I want to get the coupling coefficient of the racetrack micro-resonator by simulating the half ring with FDTD, as shown in Fig. 1. However, the time monitor shows wired results. It seems that there always exists “oscillating light” at the through port. The results of field power monitors are wrong as well. I’m wonder why this happens and what I should do to get the reasonable results.

Thanks ahead.

My simulation file is attached.layout.fsp (7.5 MB)

Fig.1 The device layout in my simulation.

Fig.2 The electric field result of the time monitor at the through port.

Fig.3 The power transmission result of the field power monitor at the through port.


#2

Dear @zwangbc

I guess you don’t need some of the mesh override region in your file. They lower the simulation speed and can be removed without effecting the results.

Experimentally you expect to see only one peak on your through port. Thus, the extra peaks seem to be the result of PML boundaries. Please see attached simulation file and my plots.

The ripples in transmission plot can be removed by increasing the simulation time.

layout_modified.fsp (528.4 KB)

Let me know if you have further questions.
Thanks


#3

Dear @bkhanaliloo

Thanks a lot for your suggestions! It works well now. But I still have some questions about it.

  1. Why will these meshes lower the simulation speed a lot? I thought the larger mesh step, such as mesh_4 and mesh_5, would reduce the simulation time, but, in fact, they did not. Is it because FDTD solver will automatically optimize the mesh and my setting prevents such optimization? Will adding additional mesh lower the speed of other solvers, such as varFDTD?

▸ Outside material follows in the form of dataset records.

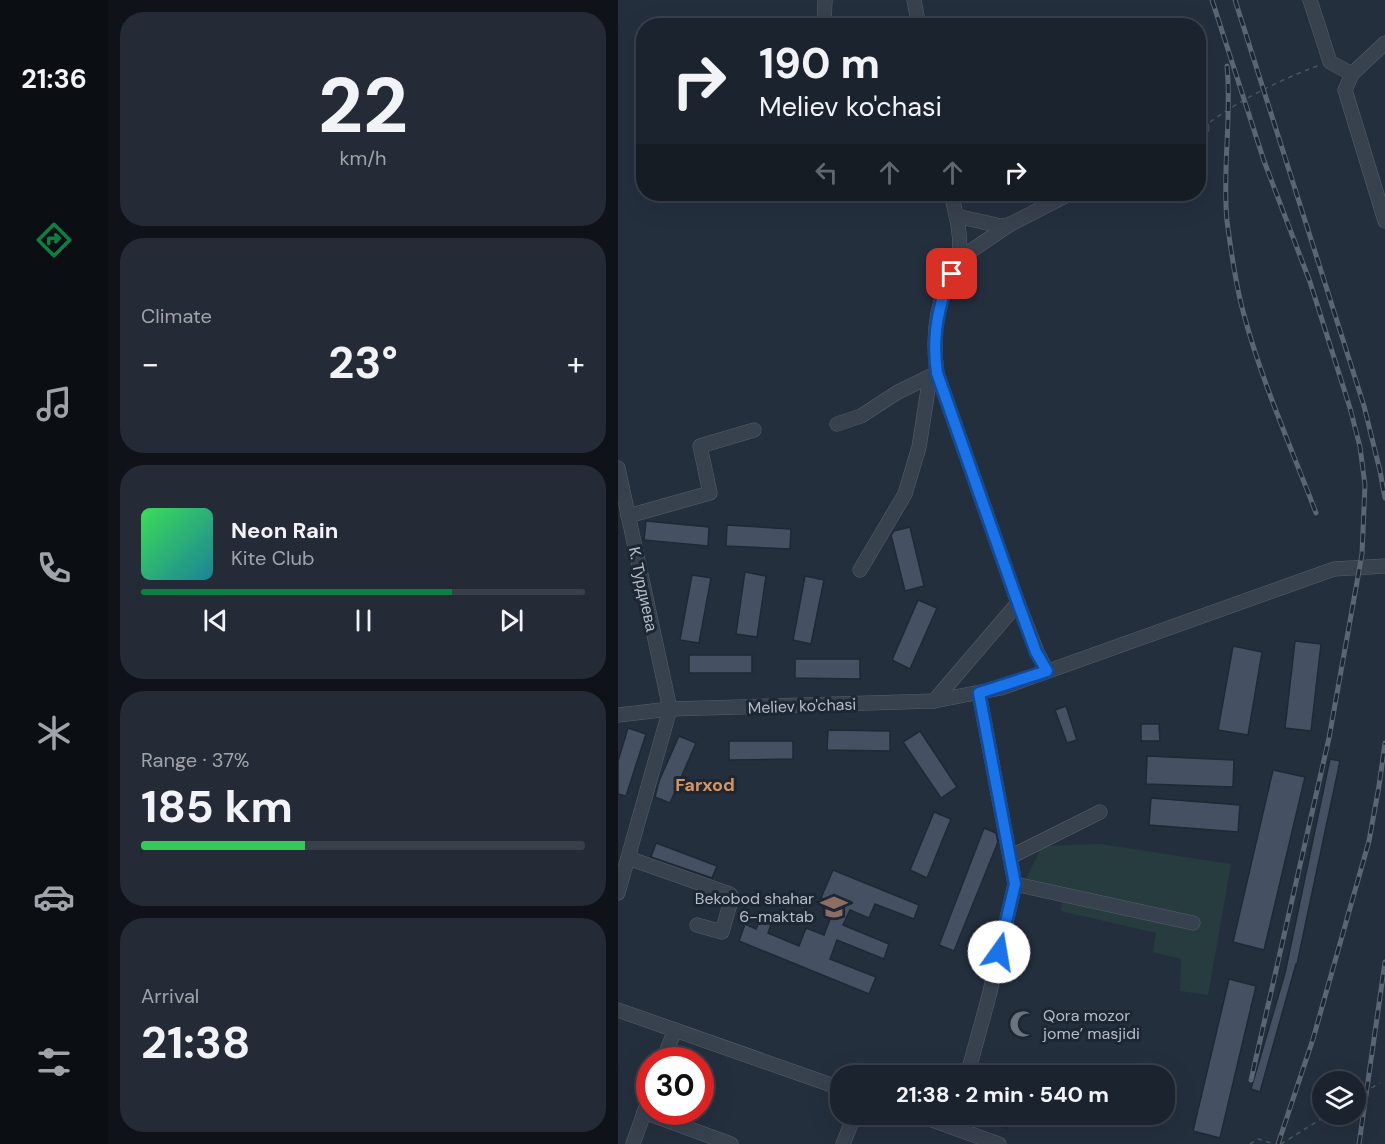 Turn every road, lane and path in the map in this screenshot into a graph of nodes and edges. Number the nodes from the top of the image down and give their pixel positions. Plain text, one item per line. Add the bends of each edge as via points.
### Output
1 (825, 0) edge
2 (914, 0) edge
3 (1310, 0) edge
4 (824, 18) edge
5 (917, 18) edge
6 (1385, 43) edge
7 (1330, 62) junction
8 (1352, 74) junction
9 (1206, 124) edge
10 (953, 201) edge
11 (1055, 201) edge
12 (956, 216) junction
13 (1385, 221) edge
14 (1009, 225) junction
15 (959, 259) junction
16 (934, 375) junction
17 (837, 424) dead end
18 (754, 430) dead end
19 (618, 468) edge
20 (628, 516) junction
21 (1385, 566) edge
22 (860, 570) dead end
23 (1018, 603) junction
24 (1047, 671) junction
25 (979, 693) junction
26 (934, 701) junction
27 (670, 709) junction
28 (618, 715) edge
29 (1100, 812) dead end
30 (1010, 857) junction
31 (628, 858) junction
32 (1015, 884) junction
33 (618, 892) edge
34 (1192, 923) dead end
35 (697, 925) dead end
36 (618, 1010) edge
37 (675, 1030) junction
38 (668, 1047) edge
39 (970, 1065) edge
40 (1380, 1083) dead end
41 (830, 1084) edge
42 (1366, 1091) edge
43 (640, 1125) edge
44 (679, 1125) edge
45 (851, 1125) edge
46 (962, 1125) edge
47 (1312, 1125) edge
48 (633, 1144) edge
49 (731, 1144) edge
50 (843, 1144) edge
51 (999, 1144) edge
52 (1250, 1144) edge
53 (1275, 1144) edge
54 (1281, 1144) edge

1 - 4 street
2 - 5 street
3 - 7 street
6 - 8 street
7 - 8 street
7 - 9 path via 1244,100
8 - 13 street via 1345,90
10 - 12 street
11 - 14 street
12 - 14 street
12 - 15 street
14 - 15 street
15 - 16 street via 937,314
16 - 17 street via 861,416
16 - 22 street via 905,494
16 - 23 street
18 - 20 street via 700,446 710,493
19 - 20 street, К. Турдиева
20 - 27 street, К. Турдиева
21 - 24 street, Meliev ko'chasi via 1334,569
23 - 24 street
23 - 26 street
24 - 25 street, Meliev ko'chasi
25 - 26 street, Meliev ko'chasi
25 - 30 street
26 - 27 street, Meliev ko'chasi
27 - 28 street, Meliev ko'chasi
27 - 31 street
29 - 30 street
30 - 32 street
31 - 33 street
31 - 35 street via 730,894 722,932
32 - 34 street
32 - 39 street
36 - 37 street
37 - 38 street
37 - 41 street
40 - 42 path
43 - 48 street
44 - 49 street
45 - 50 street
46 - 51 street
47 - 54 path
52 - 53 path via 1258,1139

  2. Why is the result wrong if I override the original mesh setting? Is it because the inaccurate calculation in some regions?

  3. Is it reasonable that such structure requires a long simulation time, since there is no resonant phenomenon and it is similar to two waveguides in my opinion. I simulate 7000fs and then get the auto-shutoff value of around 5.55e-5. Even so, there still exists ripples in the spectrum of the through port, as shown below.

  1. Will the mesh size setting influence the simulation result a lot? I use mesh accuracy 2 in FDTD, but it seems to produce much lower coupling coefficient value, around 0.033 at 1.55um at the drop port, while the result is around 0.09 based on the varFDTD solver in MODE. By the way, I also use those customized meshes in varFDTD simulation.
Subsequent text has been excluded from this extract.